* STORED DATA:
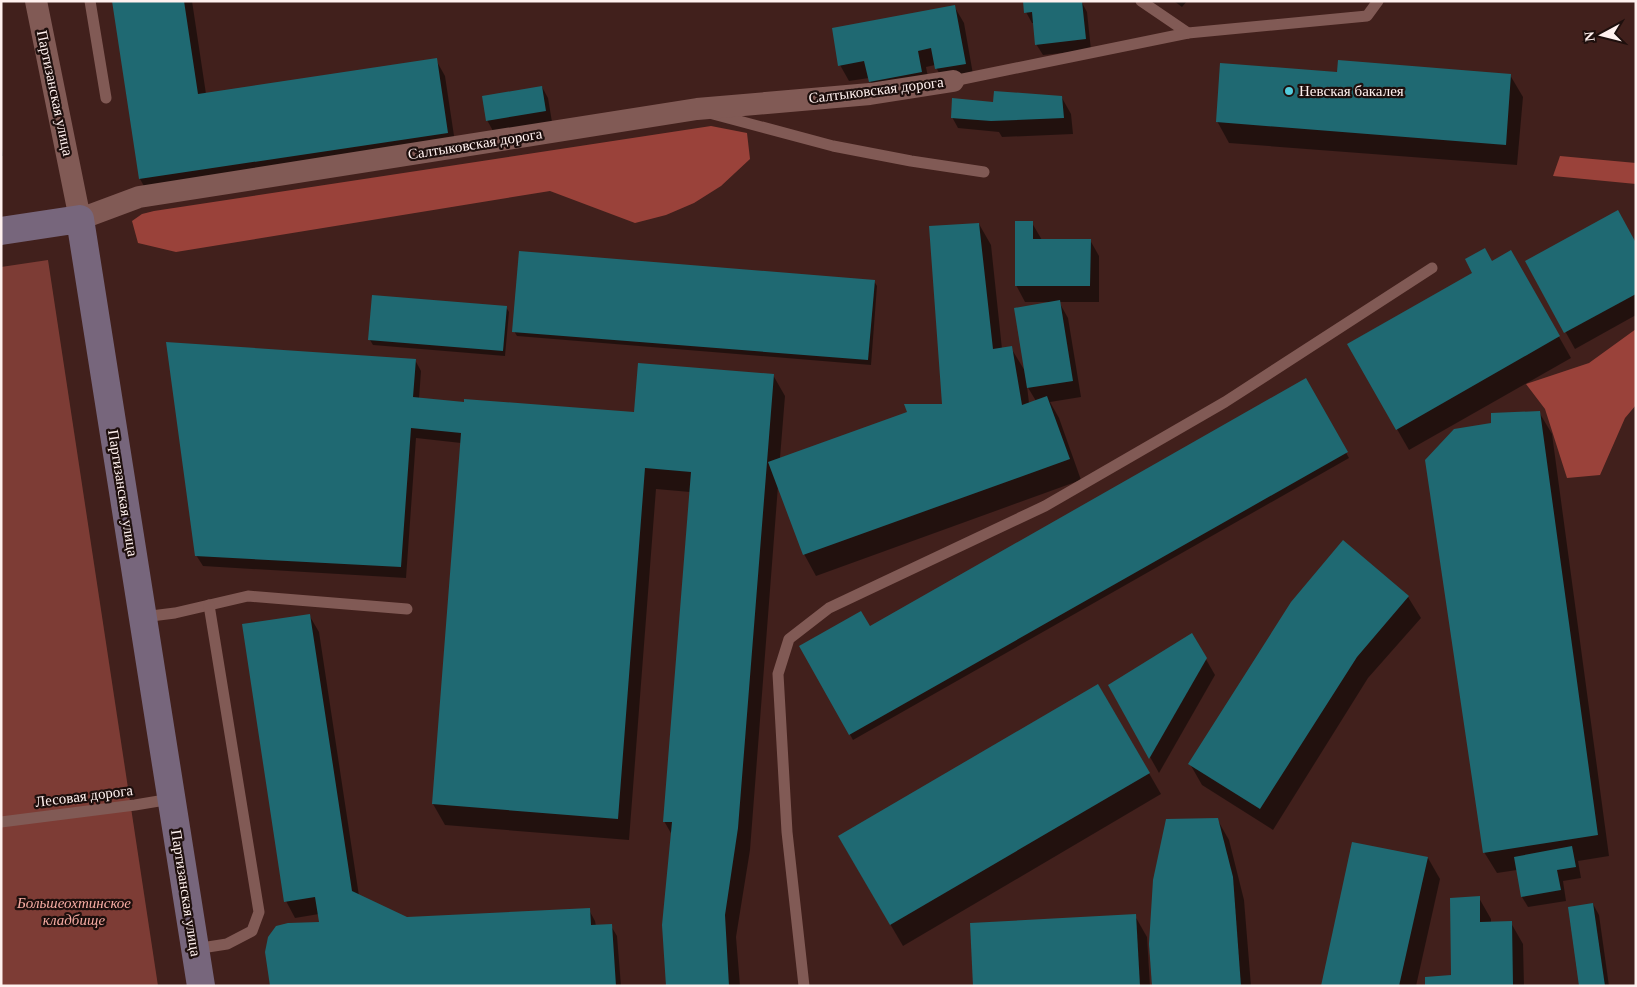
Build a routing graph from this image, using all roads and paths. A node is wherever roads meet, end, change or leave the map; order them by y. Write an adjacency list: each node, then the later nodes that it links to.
1 (36, 1): 10 (street, Партизанская улица)
2 (90, 1): 7 (lane)
3 (1141, 1): 5 (lane)
4 (1378, 1): 5 (lane)
5 (1188, 33): 6 (lane)
6 (953, 80): 8 (street, Салтыковская дорога)
7 (106, 98)
8 (697, 110): 9 (lane); 10 (street, Салтыковская дорога)
9 (984, 172)
10 (80, 219): 11 (street, Салтыковская дорога); 15 (street, Партизанская улица)
11 (1, 231)
12 (1432, 268): 20 (lane)
13 (209, 605): 14 (lane); 15 (lane); 18 (lane)
14 (407, 609)
15 (143, 617): 16 (street, Партизанская улица)
16 (171, 798): 17 (lane, Лесовая дорога); 18 (street, Партизанская улица)
17 (1, 822)
18 (195, 949): 19 (street, Партизанская улица)
19 (201, 986)
20 (804, 986)

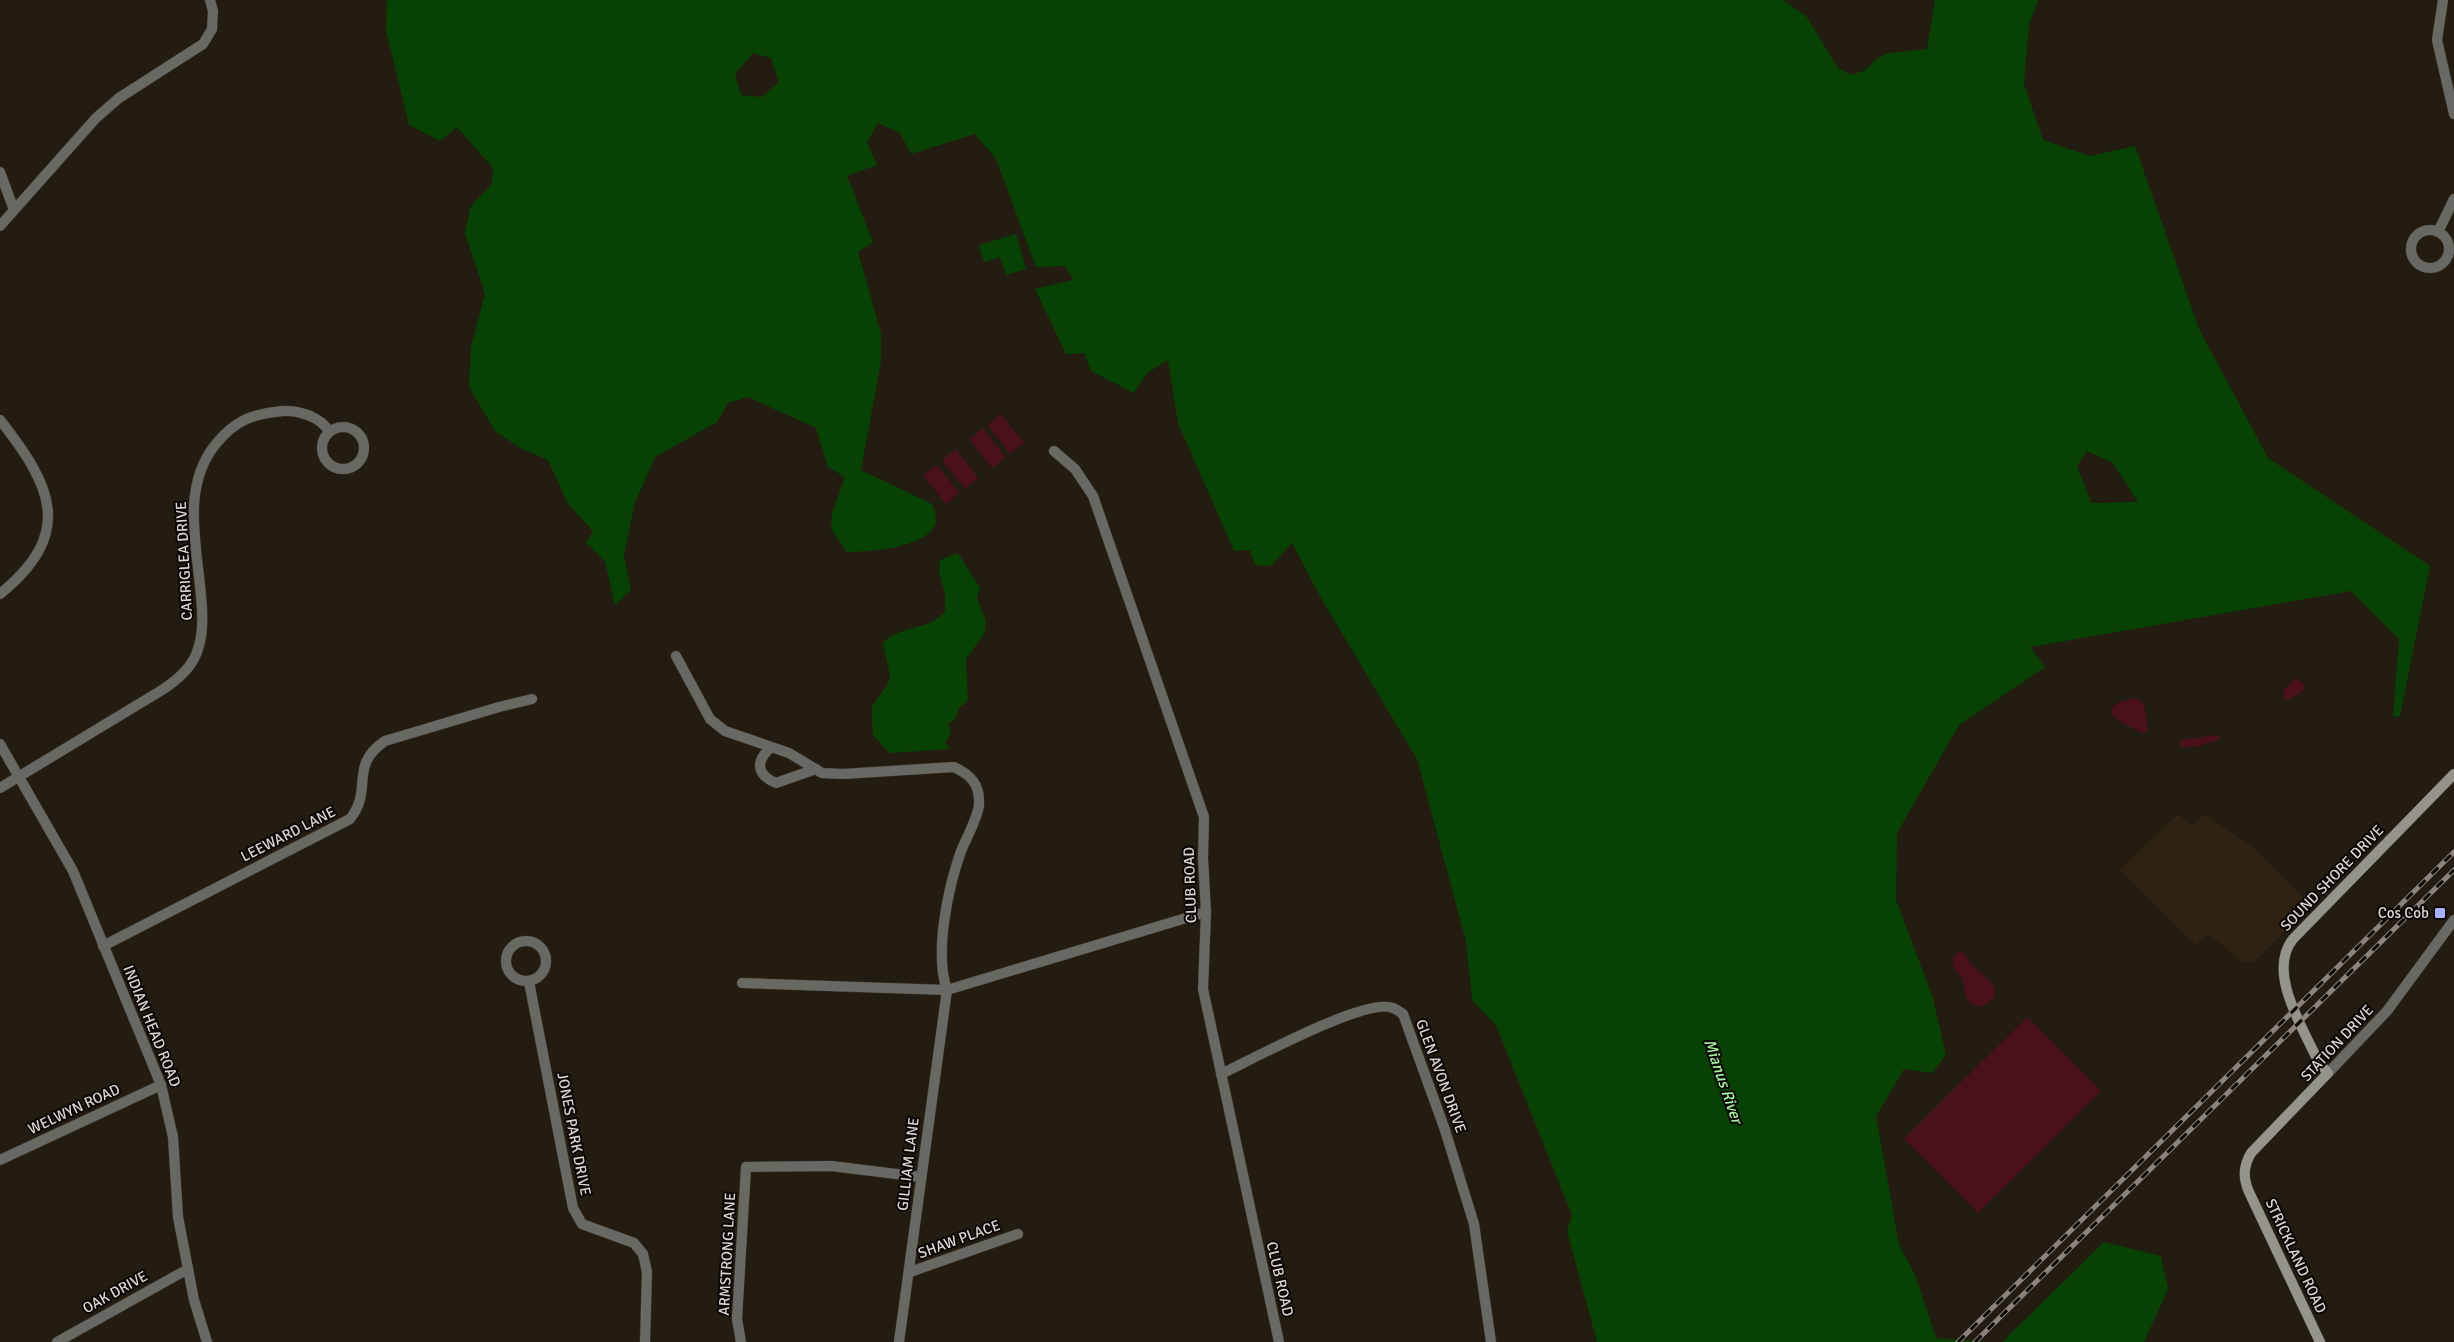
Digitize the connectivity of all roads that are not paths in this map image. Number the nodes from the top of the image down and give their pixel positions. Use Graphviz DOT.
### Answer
graph roads {
  1 [pos="210,0"];
  2 [pos="2443,0"];
  3 [pos="2454,114"];
  4 [pos="0,172"];
  5 [pos="2454,199"];
  6 [pos="14,210"];
  7 [pos="0,226"];
  8 [pos="2438,232"];
  9 [pos="0,420"];
  10 [pos="329,432"];
  11 [pos="1054,451"];
  12 [pos="2,588"];
  13 [pos="676,656"];
  14 [pos="532,699"];
  15 [pos="0,744"];
  16 [pos="770,748"];
  17 [pos="816,769"];
  18 [pos="2454,774"];
  19 [pos="20,777"];
  20 [pos="0,788"];
  21 [pos="1206,912"];
  22 [pos="2454,920"];
  23 [pos="103,946"];
  24 [pos="529,982"];
  25 [pos="742,983"];
  26 [pos="946,990"];
  27 [pos="2328,1073"];
  28 [pos="1221,1074"];
  29 [pos="161,1085"];
  30 [pos="0,1160"];
  31 [pos="921,1177"];
  32 [pos="2245,1183"];
  33 [pos="1018,1234"];
  34 [pos="188,1269"];
  35 [pos="910,1272"];
  36 [pos="58,1342"];
  37 [pos="207,1342"];
  38 [pos="645,1342"];
  39 [pos="741,1342"];
  40 [pos="899,1342"];
  41 [pos="1279,1342"];
  42 [pos="1491,1342"];
  43 [pos="2320,1342"];
  1 -- 6 [label="street"];
  2 -- 3 [label="street"];
  4 -- 6 [label="street"];
  5 -- 8 [label="street"];
  6 -- 7 [label="street"];
  9 -- 12 [label="street"];
  10 -- 10 [label="street"];
  10 -- 19 [label="street, CARRIGLEA DRIVE"];
  11 -- 21 [label="street, CLUB ROAD"];
  13 -- 16 [label="street"];
  14 -- 23 [label="street, LEEWARD LANE"];
  15 -- 19 [label="street, INDIAN HEAD ROAD"];
  16 -- 17 [label="street"];
  16 -- 17 [label="street"];
  17 -- 26 [label="street, GILLIAM LANE"];
  18 -- 27 [label="main road, SOUND SHORE DRIVE"];
  19 -- 20 [label="street, CARRIGLEA DRIVE"];
  19 -- 23 [label="street, INDIAN HEAD ROAD"];
  21 -- 26 [label="street"];
  21 -- 28 [label="street, CLUB ROAD"];
  22 -- 27 [label="street, STATION DRIVE"];
  23 -- 29 [label="street, INDIAN HEAD ROAD"];
  24 -- 24 [label="street"];
  24 -- 38 [label="street, JONES PARK DRIVE"];
  25 -- 26 [label="street"];
  26 -- 31 [label="street, GILLIAM LANE"];
  27 -- 32 [label="main road, STATION DRIVE"];
  28 -- 41 [label="street, CLUB ROAD"];
  28 -- 42 [label="street, GLEN AVON DRIVE"];
  29 -- 30 [label="street, WELWYN ROAD"];
  29 -- 34 [label="street, INDIAN HEAD ROAD"];
  31 -- 35 [label="street, GILLIAM LANE"];
  31 -- 39 [label="street, ARMSTRONG LANE"];
  32 -- 43 [label="main road, STRICKLAND ROAD"];
  33 -- 35 [label="street, SHAW PLACE"];
  34 -- 36 [label="street, OAK DRIVE"];
  34 -- 37 [label="street, INDIAN HEAD ROAD"];
  35 -- 40 [label="street, GILLIAM LANE"];
}
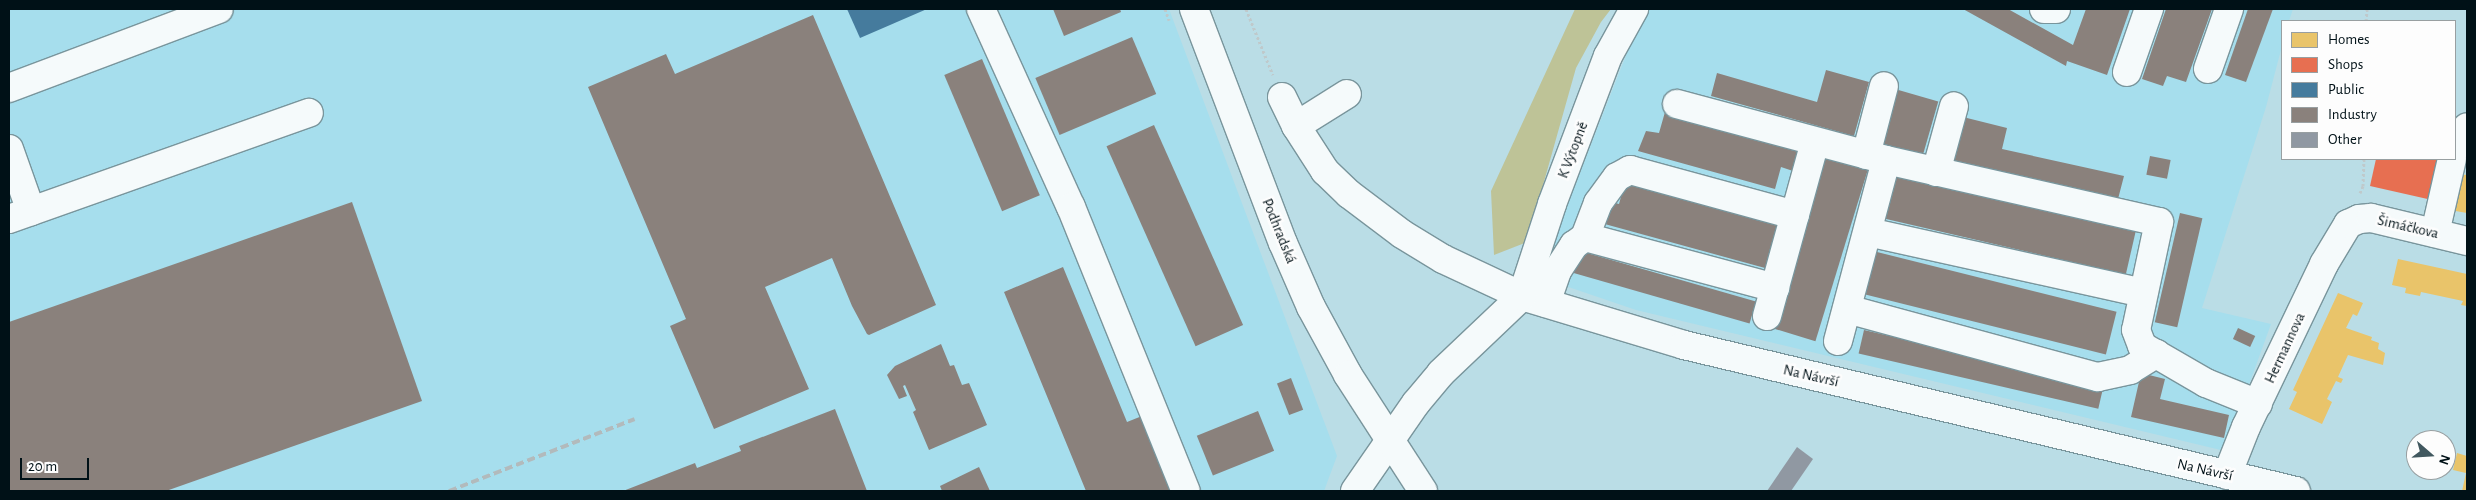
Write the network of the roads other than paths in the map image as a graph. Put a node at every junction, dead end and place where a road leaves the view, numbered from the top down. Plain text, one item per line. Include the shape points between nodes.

* AIM OF THE TASK: Gather every line from the listing above in which the word "down" appears.

* EXERCISE RESULT:
Digitize the connectivity of all roads that are not paths in this map image. Number the nodes from the top of the image down and give their pixel positions. Use Graphviz DOT.
Write the network of the roads other than paths in the map image as a graph. Put a node at every junction, dead end and place where a road leaves the view, numbered from the top down. Plain text, one item per line. Include the shape points between nodes.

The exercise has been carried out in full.